乌拉地尔联合艾司洛尔控制性降压在颅内动脉瘤介入手术患者中的应用效果
2020-07-27娄建云王海滨曾照彬罗军陈金明易仁辉
娄建云 王海滨 曾照彬 罗军 陈金明 易仁辉
[摘要]目的 探討乌拉地尔联合艾司洛尔控制性降压在颅内动脉瘤介入手术患者中的应用效果。方法 选取2017年1月~2019年1月我院收治的220例颅内动脉瘤患者作为研究对象,按照随机数字表法将患者分为观察组(110例)和对照组(110例)。观察组患者应用乌拉地尔联合艾司洛尔控制性降压,对照组患者应用硝普钠控制性降压。比较两组患者术中的血压稳定性、通气、氧合评分,异氟醚吸入总量及血压控制情况,并比较两组患者术后的平均动脉压、血液流变检查、心电图正常性评分、血压监测正常情况评分及呼气末二氧化碳分压。结果 观察组患者术中的血压稳定性、通气、氧合评分均高于对照组,异氟醚吸入总量少于对照组,差异有统计学意义(P<0.05)。观察组患者术后的平均动脉压、血液流变检查及呼气末二氧化碳分压均低于对照组,心电图正常性和血压监测正常情况评分均高于对照组,差异有统计学意义(P<0.05)。观察组患者的血压稳定性评分高于对照组,血压波动幅度低于对照组,降压药使用剂量少于对照组,差异均有统计学意义(P<0.05)。结论 在对颅内动脉瘤患者行介入手术治疗中采用乌拉地尔联合艾司洛尔进行控制性降压的效果良好,且血压的稳定性较好,利于取得良好的手术效果。

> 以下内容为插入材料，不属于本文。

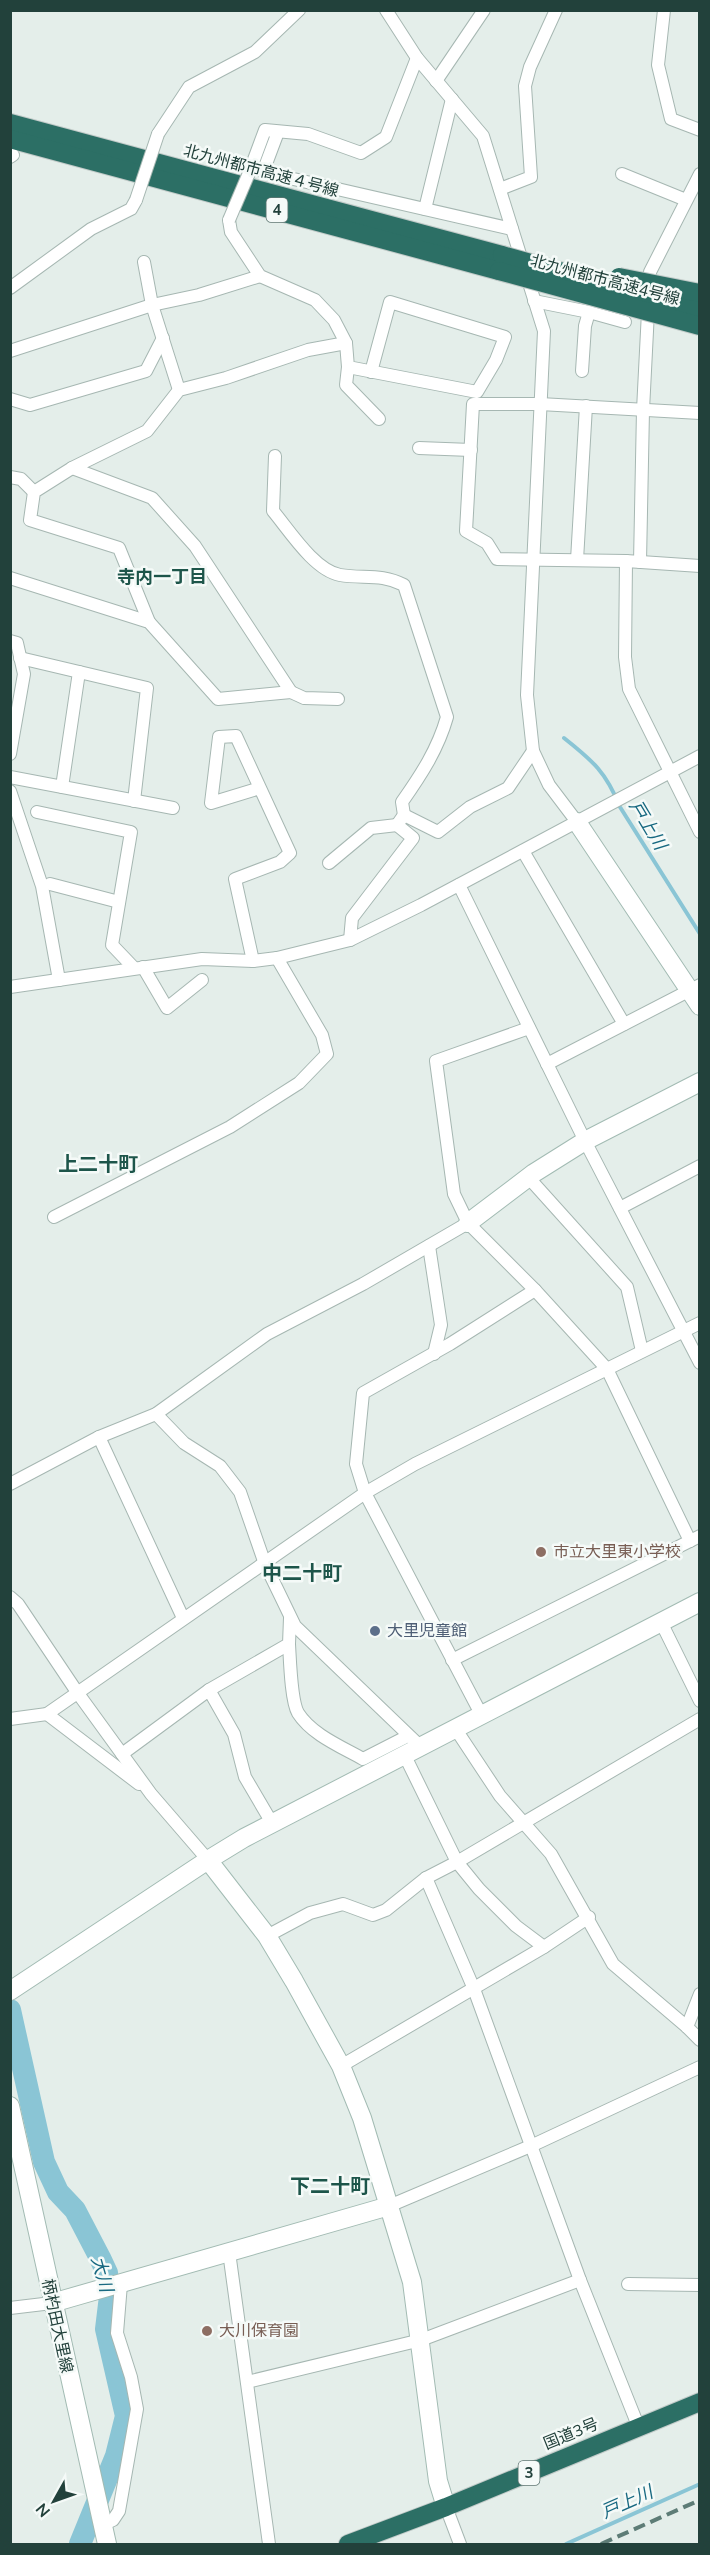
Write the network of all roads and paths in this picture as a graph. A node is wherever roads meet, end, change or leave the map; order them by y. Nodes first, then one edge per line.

[关键词]颅内动脉瘤;乌拉地尔;艾司洛尔;控制性降压
[中图分类号] R743 [文献标识码] A [文章编号] 1674-4721(2020)6(a)-0063-04
[Abstract] Objective To investigate the application effect of Urapidil combined with Esmolol for controlled hypotension in patients with intracranial aneurysm interventional surgery. Methods A total of 220 patients with intracranial aneurysms admitted to our hospital from January 2017 to January 2019 were selected as the research objects, and the patients were divided into observation group (110 cases) and control group (110 cases) according to the random number table method. Patients in the observation group were given Urapidil combined with Esmolol for controlled hypotension, and patients in the control group were given Sodium Nitroprusside for controlled hypotension. The intraoperative blood pressure stability, ventilation, oxygenation scores, total amount of Isoflurane inhalation and blood pressure control were compared, and the postoperative mean arterial pressure, hemorheology, normal electrocardiogram score, normal blood pressure monitoring score and end-tidal carbon dioxide partial pressure were compared between the two groups. Results The intraoperative blood pressure stability, ventilation and oxygenation scores in the observation group were higher than those in the control group, and the total amount of Isoflurane inhalation was less than that in the control group, with statistically significant differences (P<0.05). The postoperative mean arterial pressure, hemorheology and end-tidal carbon dioxide partial pressure in the observation group were lower than those in the control group, and the normal electrocardiogram and normal blood pressure monitoring scores were higher than those in the control group, with statistically significant differences (P<0.05). The stability score of blood pressure in the observation group was higher than that in the control group, the fluctuation range of blood pressure was smaller than that in the control group, and the dosage of antihypertensive drugs was less than that in the control group, with statistically significant differences (P<0.05). Conclusion Urapidil combined with Esmolol in interventional surgery for intracranial aneurysms has a good effect in controlled hypotension, and the stability of blood pressure is good, which is conducive to achieving good surgical results.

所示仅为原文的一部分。